In the first centuries of Christianity, not many people were literate and neither were there many copies of the Bible in circulation. However, this didn’t prevent them from contemplating the mysteries of our faith, thanks to the work of many artists who depicted stories from both the Old and the New Testament. These were often found in the Catacombs, and later in Churches and even on the streets and squares of the cities, once Christianity ceased to be a persecuted religion.
Interestingly, as people became more learned and could read Sacred Scripture and the writings of the Church Fathers for themselves, one would expect a lesser reliance on pictures to access the deepest mysteries of Christianity. This was not the case and the opposite happened. Artists dedicated themselves even more to the task of translating words into images with deeper levels of meaning and interpretation. There was a proliferation of sacred art and rightly so, since our faith must be lived in the pattern of the Incarnation, materialising the most spiritual things as the Sacraments do.
For this reason, the mysteries of the Holy Rosary are rightfully contemplated in both art and scripture, which make the deeds of Christ visible to our physical eyes and the eyes of our faith. As St.
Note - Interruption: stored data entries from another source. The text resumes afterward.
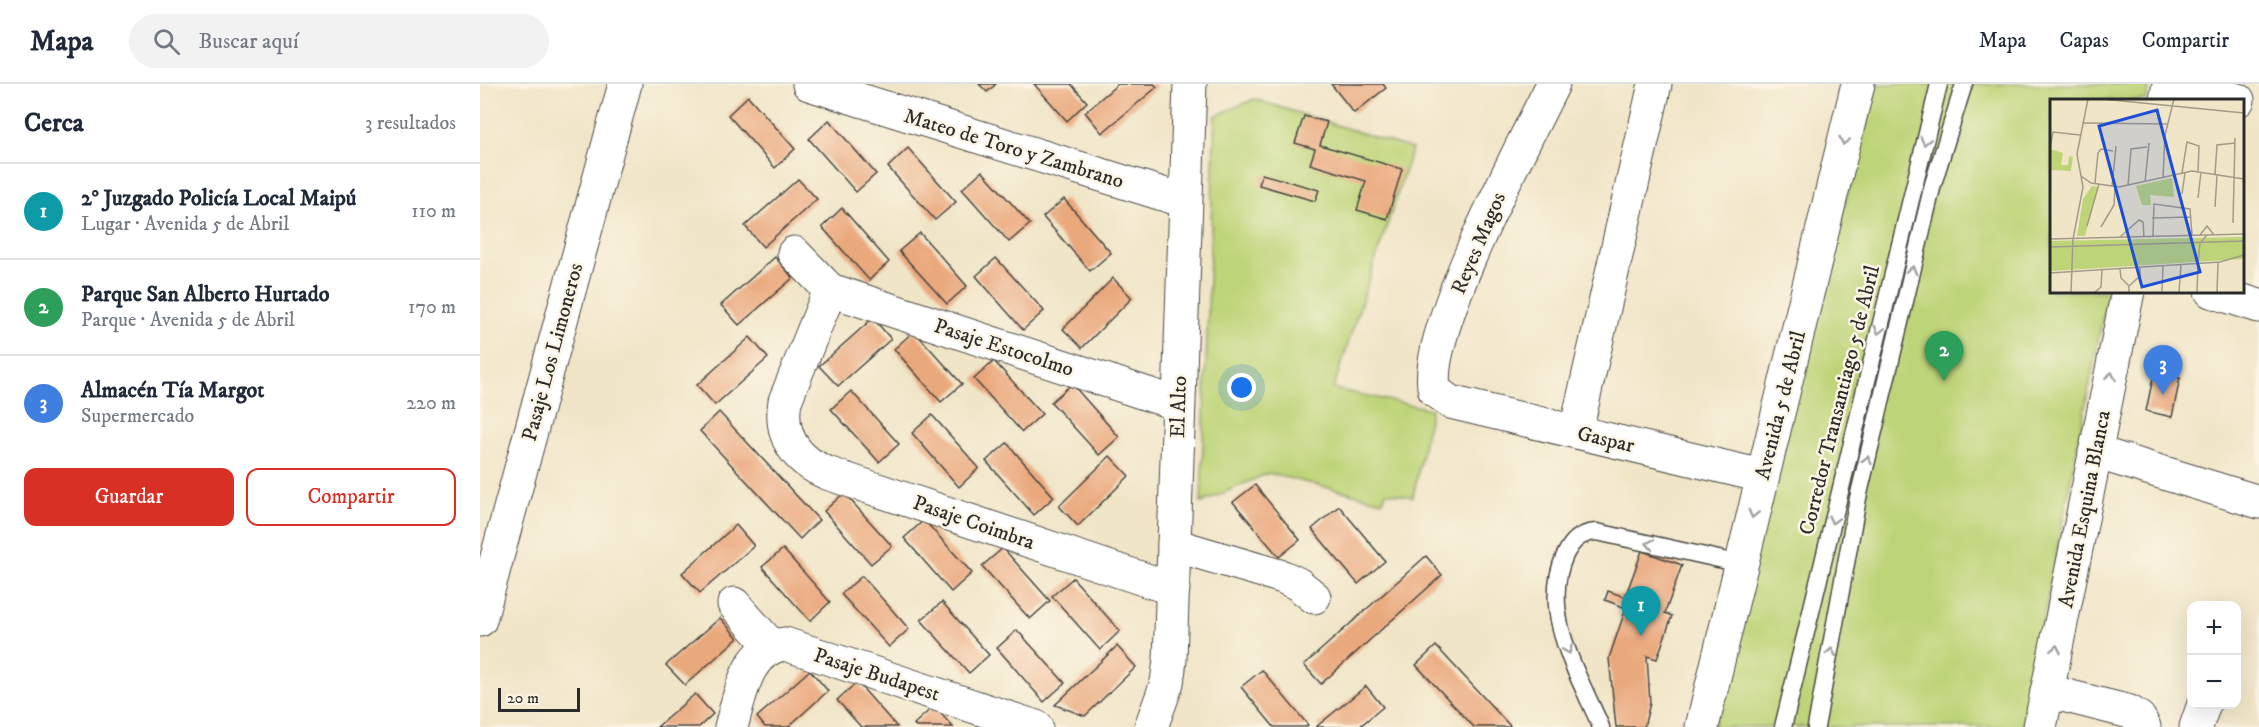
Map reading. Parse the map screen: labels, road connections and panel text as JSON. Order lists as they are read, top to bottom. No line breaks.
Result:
{"streets":{"street":["Mateo de Toro y Zambrano","Reyes Magos","Pasaje Estocolmo","Pasaje Los Limoneros","Avenida 5 de Abril","El Alto","Gaspar","Avenida Esquina Blanca","Pasaje Coimbra","Pasaje Budapest"],"lane":["Corredor Transantiago 5 de Abril"]},"crossings":[["Mateo de Toro y Zambrano","El Alto"],["Reyes Magos","Gaspar"],["Pasaje Estocolmo","El Alto"],["Pasaje Estocolmo","Pasaje Coimbra"],["Avenida 5 de Abril","Gaspar"],["El Alto","Pasaje Coimbra"]],"one_way":["Avenida Esquina Blanca"],"scale_bar":"20 m","page":{"header":"Mapa","search":"Buscar aquí","nav":["Mapa","Capas","Compartir"],"heading":["Cerca","3 resultados"],"list":[{"mark":"1","name":"2° Juzgado Policía Local Maipú","note":"Lugar · Avenida 5 de Abril","value":"110 m"},{"mark":"2","name":"Parque San Alberto Hurtado","note":"Parque · Avenida 5 de Abril","value":"170 m"},{"mark":"3","name":"Almacén Tía Margot","note":"Supermercado","value":"220 m"}],"pins":["2","3","1"],"buttons":["Guardar","Compartir"],"map_buttons":["+","−"],"scale":"20 m"}}
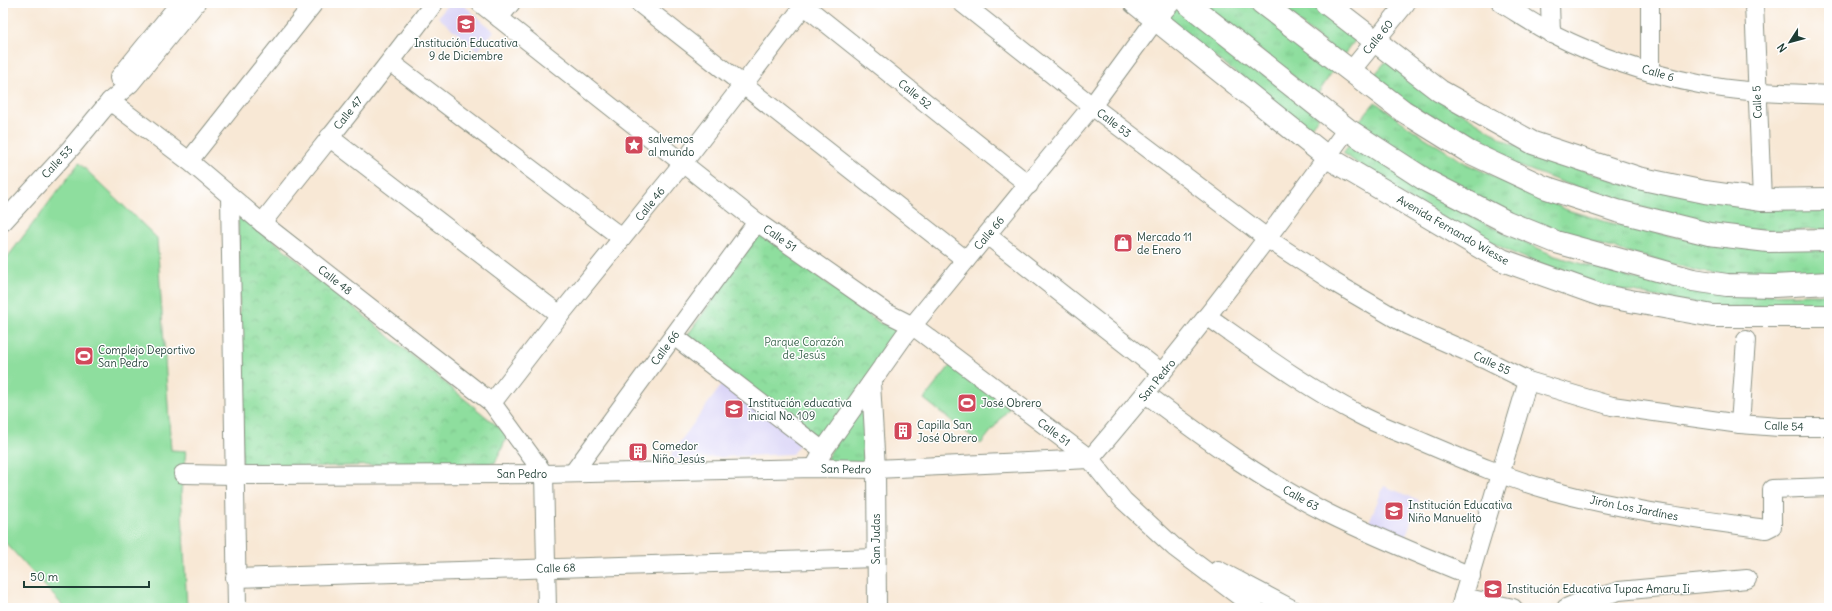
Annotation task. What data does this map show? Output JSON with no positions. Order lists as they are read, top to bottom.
{
  "streets": {
    "main road": ["Avenida Fernando Wiesse"],
    "street": [
      "Calle 60",
      "Calle 6",
      "Calle 52",
      "Calle 5",
      "Calle 47",
      "Calle 53",
      "Calle 46",
      "Calle 66",
      "Calle 51",
      "Calle 48",
      "Calle 55",
      "San Pedro",
      "Calle 54",
      "Calle 63",
      "Jirón Los Jardínes",
      "San Judas",
      "Calle 68"
    ]
  },
  "crossings": [
    ["Calle 6", "Calle 5"],
    ["Calle 52", "Calle 46"],
    ["Calle 52", "Calle 66"],
    ["Calle 47", "Calle 48"],
    ["Calle 53", "Calle 66"],
    ["Calle 53", "Calle 48"],
    ["Calle 53", "Calle 55"],
    ["Calle 53", "San Pedro"],
    ["Calle 46", "Calle 51"],
    ["Calle 46", "Calle 48"],
    ["Avenida Fernando Wiesse", "Calle 66"],
    ["Avenida Fernando Wiesse", "San Pedro"],
    ["Calle 66", "Calle 51"],
    ["Calle 66", "San Pedro"],
    ["Calle 66", "San Judas"],
    ["Calle 51", "San Pedro"],
    ["Calle 48", "San Pedro"],
    ["Calle 55", "San Pedro"],
    ["Calle 55", "Calle 54"],
    ["San Pedro", "Calle 63"],
    ["San Pedro", "Jirón Los Jardínes"],
    ["San Pedro", "San Judas"],
    ["San Judas", "Calle 68"]
  ],
  "parks": ["Parque Corazón de Jesús"],
  "places": {
    "school or university": [
      "Institución Educativa 9 de Diciembre",
      "Institución educativa inicial No. 109",
      "Institución Educativa Niño Manuelito",
      "Institución Educativa Tupac Amaru Ii"
    ],
    "place": ["salvemos al mundo"],
    "shop": ["Mercado 11 de Enero"],
    "sports": ["Complejo Deportivo San Pedro", "José Obrero"],
    "building": ["Capilla San José Obrero", "Comedor Niño Jesús"]
  },
  "scale_bar": "50 m",
  "north": "bottom left"
}
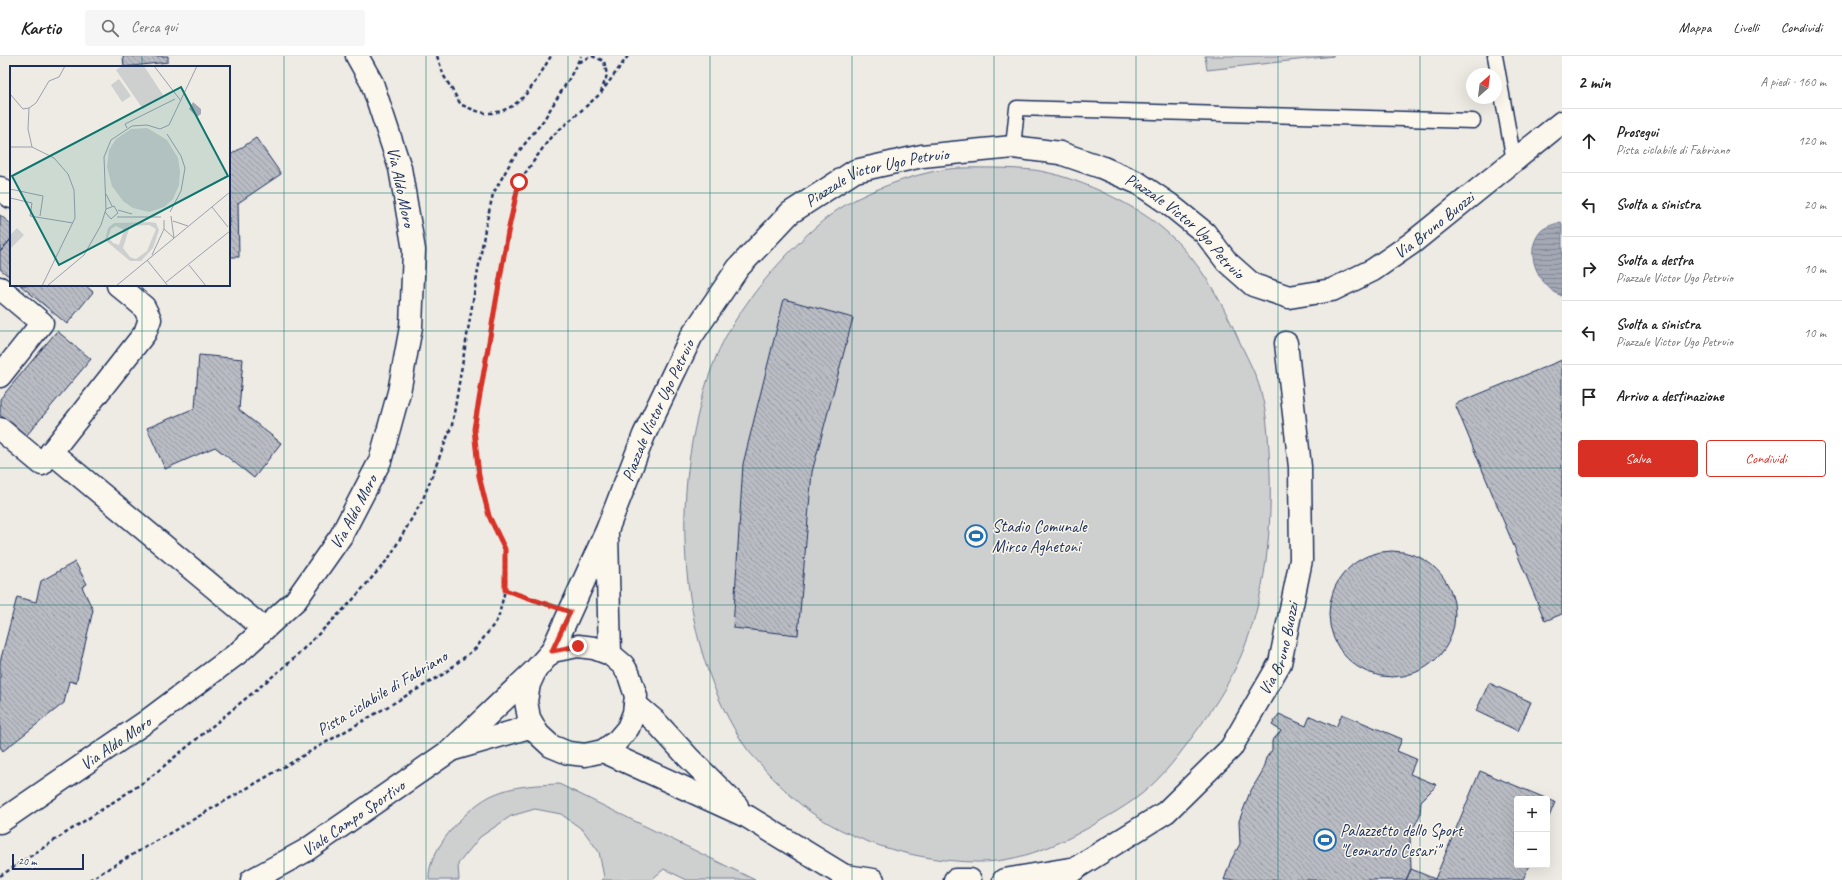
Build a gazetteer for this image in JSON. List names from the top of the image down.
{
  "streets": {
    "street": [
      "Piazzale Victor Ugo Petruio",
      "Via Aldo Moro",
      "Via Bruno Buozzi",
      "Viale Campo Sportivo"
    ],
    "path": ["Pista ciclabile di Fabriano"]
  },
  "crossings": [
    ["Piazzale Victor Ugo Petruio", "Via Bruno Buozzi"],
    ["Piazzale Victor Ugo Petruio", "Viale Campo Sportivo"]
  ],
  "places": {
    "sports": ["Stadio Comunale Mirco Aghetoni", "Palazzetto dello Sport \"Leonardo Cesari\""]
  },
  "scale_bar": "20 m",
  "north": "top right",
  "page": {
    "header": "Kartio",
    "search": "Cerca qui",
    "nav": ["Mappa", "Livelli", "Condividi"],
    "heading": ["2 min", "A piedi · 160 m"],
    "list": [
      ["Prosegui", "Pista ciclabile di Fabriano", "120 m"],
      ["Svolta a sinistra", "20 m"],
      ["Svolta a destra", "Piazzale Victor Ugo Petruio", "10 m"],
      ["Svolta a sinistra", "Piazzale Victor Ugo Petruio", "10 m"],
      "Arrivo a destinazione"
    ],
    "buttons": ["Salva", "Condividi"],
    "map_buttons": ["+", "−"],
    "scale": "20 m"
  }
}
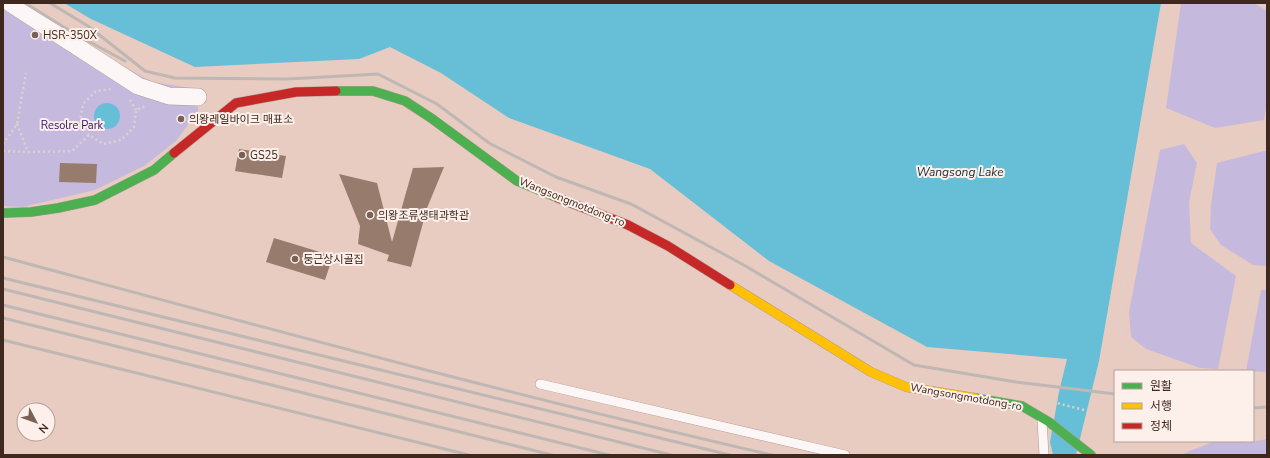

John Paul II said in his letter to artists, “The biblical word has become image, music and poetry, evoking the mystery of 'the Word made flesh' in the language of art.”
To help you contemplate the mysteries of the Rosary in this month of October, when Christians practice with more fervour this ancient devotion, we have prepared a booklet with a compilation of sacred images and scriptural references to the Mysteries. It has a short introduction on how to use the booklet, which can involve letting your imagination wander as you look at a sacred image, making short acts of prayer. This way, you can accompany each mystery with some considerations and resolutions after looking at an image or reading a quote from Scripture.
For example, you can look at the painting of the Annunciation and think of how lovely it must be to speak face to face with our Lady, kneeling so close to her as the Angel did. Or you can read the words, “But she was greatly troubled at the saying and considered in her mind what sort of greeting this might be,” and ask for the gift of humility, especially when others speak well of you.
We hope that it will help you grow in your devotion to our Lady and of course, to Our Lord, to whom all prayer seeks to join us. As St. John Paul II said in his Apostolic Letter Rosarium Virginis Mariae: “With the Rosary, the Christian people sits at the school of Mary and is led to contemplate the beauty on the face of Christ and to experience the depths of his love.”
And as St. Josemaría wrote in his book Holy Rosary, “The beginning of the way, at the end of which you will find yourself completely carried away with love for Jesus, is a confident love for Mary.”